This article first appeared in the Shetland Times.
In parliament recently I raised a new report, commissioned by Friends of the Earth Scotland and Stop Climate Chaos, called Quantifying the implications of the Paris Agreement: What role for Scotland? with the Environment Minister.
The report outlines the need to leave the majority of fossil fuel reserves we already know about in the ground and I was therefore dismayed at the response to reports that Total, at the end of last month, had made a major gas find off Shetland.
It really is very simple; for Shetland, Scotland, Europe and our planet; we cannot afford to use the reserves we already know about and if we want to prevent the worst excesses of climate change then we certainly cannot afford to seek out and exploit any new reserves.
Academic research commissioned by the Scottish Green Party shows that hundreds of thousands of jobs could be created if we bite the bullet and transition from our oil and gas based economy to one built on renewable energy sources.
When I raised this matter in the Parliament, I highlighted the important role the Highlands and Islands, not least the Shetland Isles, can play in this transition.
Shetland already has superb facilities at Pedersen’s yard in Lerwick for decommissioning oil and gas infrastructure and another site at Dales Voe has just been identified as the optimal location for an “ultra deep water” decommissioning port.
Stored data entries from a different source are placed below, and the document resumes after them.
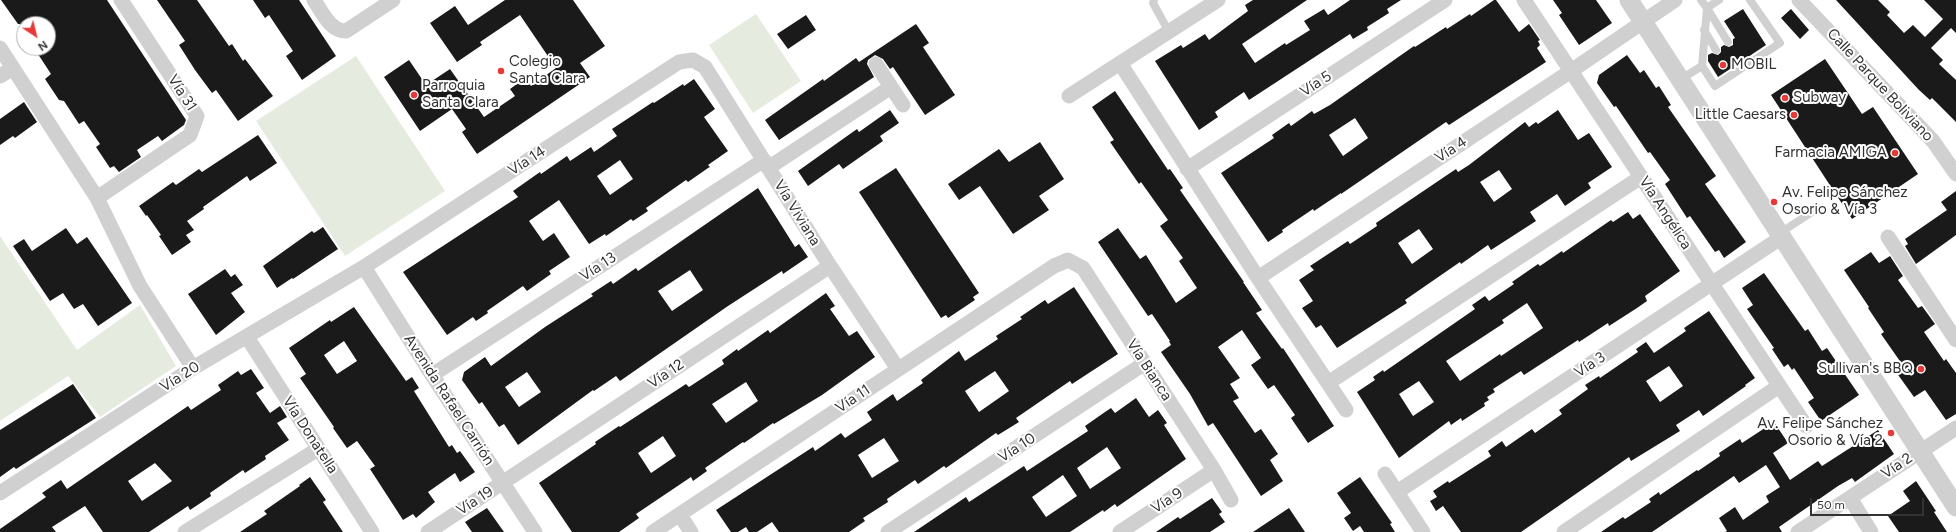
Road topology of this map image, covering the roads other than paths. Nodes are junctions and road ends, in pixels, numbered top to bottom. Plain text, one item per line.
1 (121, 0) edge
2 (314, 0) edge
3 (393, 0) edge
4 (1154, 0) edge
5 (1218, 0) edge
6 (1445, 0) edge
7 (1524, 0) edge
8 (1629, 0) edge
9 (1675, 0) edge
10 (1701, 0) edge
11 (1718, 0) edge
12 (1750, 0) edge
13 (1800, 0) edge
14 (1707, 8) junction
15 (1643, 22) junction
16 (1704, 30) junction
17 (1169, 32) junction
18 (1728, 42) dead end
19 (0, 48) edge
20 (1716, 50) dead end
21 (693, 60) joint
22 (1120, 63) junction
23 (876, 64) dead end
24 (1702, 66) junction
25 (13, 68) junction
26 (1570, 71) junction
27 (0, 76) edge
28 (1681, 79) junction
29 (891, 87) junction
30 (1069, 96) dead end
31 (903, 105) dead end
32 (766, 164) junction
33 (1187, 169) junction
34 (1956, 174) edge
35 (1642, 177) junction
36 (98, 198) junction
37 (1818, 208) dead end
38 (1781, 235) junction
39 (1888, 237) dead end
40 (830, 266) junction
41 (1054, 266) joint
42 (364, 267) junction
43 (1258, 278) junction
44 (1711, 286) junction
45 (247, 337) junction
46 (1956, 340) edge
47 (1145, 363) junction
48 (193, 368) junction
49 (898, 369) junction
50 (432, 375) junction
51 (1328, 383) junction
52 (1779, 386) junction
53 (1346, 410) dead end
54 (1806, 426) dead end
55 (1956, 428) edge
56 (318, 448) junction
57 (1919, 451) junction
58 (1214, 470) junction
59 (1385, 474) dead end
60 (502, 483) junction
61 (1397, 492) junction
62 (0, 493) edge
63 (1850, 498) junction
64 (1231, 500) dead end
65 (1956, 507) edge
66 (680, 515) junction
67 (185, 532) edge
68 (372, 532) edge
69 (428, 532) edge
70 (535, 532) edge
71 (653, 532) edge
72 (692, 532) edge
73 (888, 532) edge
74 (1120, 532) edge
75 (1422, 532) edge
76 (1564, 532) edge
77 (1798, 532) edge
78 (1871, 532) edge

1 - 36 street, Vía 31
2 - 3 street
4 - 17 lane
5 - 17 street
6 - 33 street, Vía 5
7 - 26 street, Vía Angélica
8 - 15 street
9 - 15 street, Vía 4
10 - 14 lane
11 - 14 lane
12 - 24 lane
13 - 34 street, Calle Parque Boliviano
14 - 16 lane
14 - 18 lane
15 - 26 street, Vía 4
15 - 28 street
16 - 20 lane
16 - 24 lane
17 - 22 street
19 - 25 street
21 - 32 street, Vía Viviana
21 - 42 street, Vía 14
22 - 30 street
22 - 33 street
23 - 29 street
24 - 28 lane
25 - 27 street
25 - 36 street
26 - 35 street, Vía Angélica
26 - 43 street, Vía 4
28 - 38 street
29 - 31 street
29 - 32 street, Vía 13
32 - 40 street, Vía Viviana
32 - 50 street, Vía 13
33 - 43 street
35 - 44 street, Vía Angélica
35 - 51 street
36 - 48 street
37 - 38 lane
38 - 44 street, Vía 3
38 - 57 street
39 - 46 street
40 - 49 street, Vía Viviana
40 - 60 street, Vía 12
41 - 47 street, Vía Bianca
41 - 49 street, Vía 11
42 - 45 street, Vía 20
42 - 50 street, Avenida Rafael Carrión
43 - 51 street
44 - 52 street, Vía Angélica
44 - 61 street, Vía 3
45 - 48 street, Vía 20
45 - 56 street, Vía Donatella
47 - 58 street, Vía Bianca
47 - 73 street, Vía 10
48 - 62 street, Vía 20
49 - 66 street, Vía 11
50 - 60 street, Avenida Rafael Carrión
51 - 53 street
52 - 54 street, Vía Angélica
52 - 76 street
55 - 57 street, Vía 2
56 - 67 street
56 - 68 street, Vía Donatella
57 - 63 street, Vía 2
57 - 65 street
58 - 64 street, Vía Bianca
58 - 74 street, Vía 9
59 - 61 street
60 - 69 street, Vía 19
60 - 70 street, Avenida Rafael Carrión
61 - 75 street
63 - 77 street, Vía 2
63 - 78 street
66 - 71 street, Vía 11
66 - 72 street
This is vital not only for Shetland but Scotland and the changing role for the North Sea and it should guarantee steady employment for years to come. We must focus on the jobs that can be created in new technologies, which are better for us all, and essential for our survival as a species. It is time to leave the age of fossil fuels behind us.
Scotland has one quarter of Europe’s tidal resource and one tenth of its wave resource. Our island communities are in prime position to take advantage of emerging technologies, such as those being developed across the water at the European Marine Energy Centre in Stromness. The opportunities to boost local economies and create jobs are staring us in the face, whilst a focus on continued oil and gas extraction, from both Scottish and UK Government’s, limits long-term opportunities and damages our climate change ambitions .
A proposed new wind farm in the Highlands will have its towers built in Motherwell and this emphasises the opportunities which exist for the whole of Scotland to benefit from investment in a cleaner economy.
Climate change is increasingly a focus for world leaders and, as highlighted by the publication of the Intergovernmental Panel on Climate Change report this week, it’s vital Scotland seizes the day and becomes a world leader in green technologies.
This is not something that we can be allowed to fail at; to do so would invite catastrophe for our environment, our economy and our future. We need to end our reliance on finite fossil fuels and seize the opportunities available to us through our natural renewable sources such as wind, wave and tidal.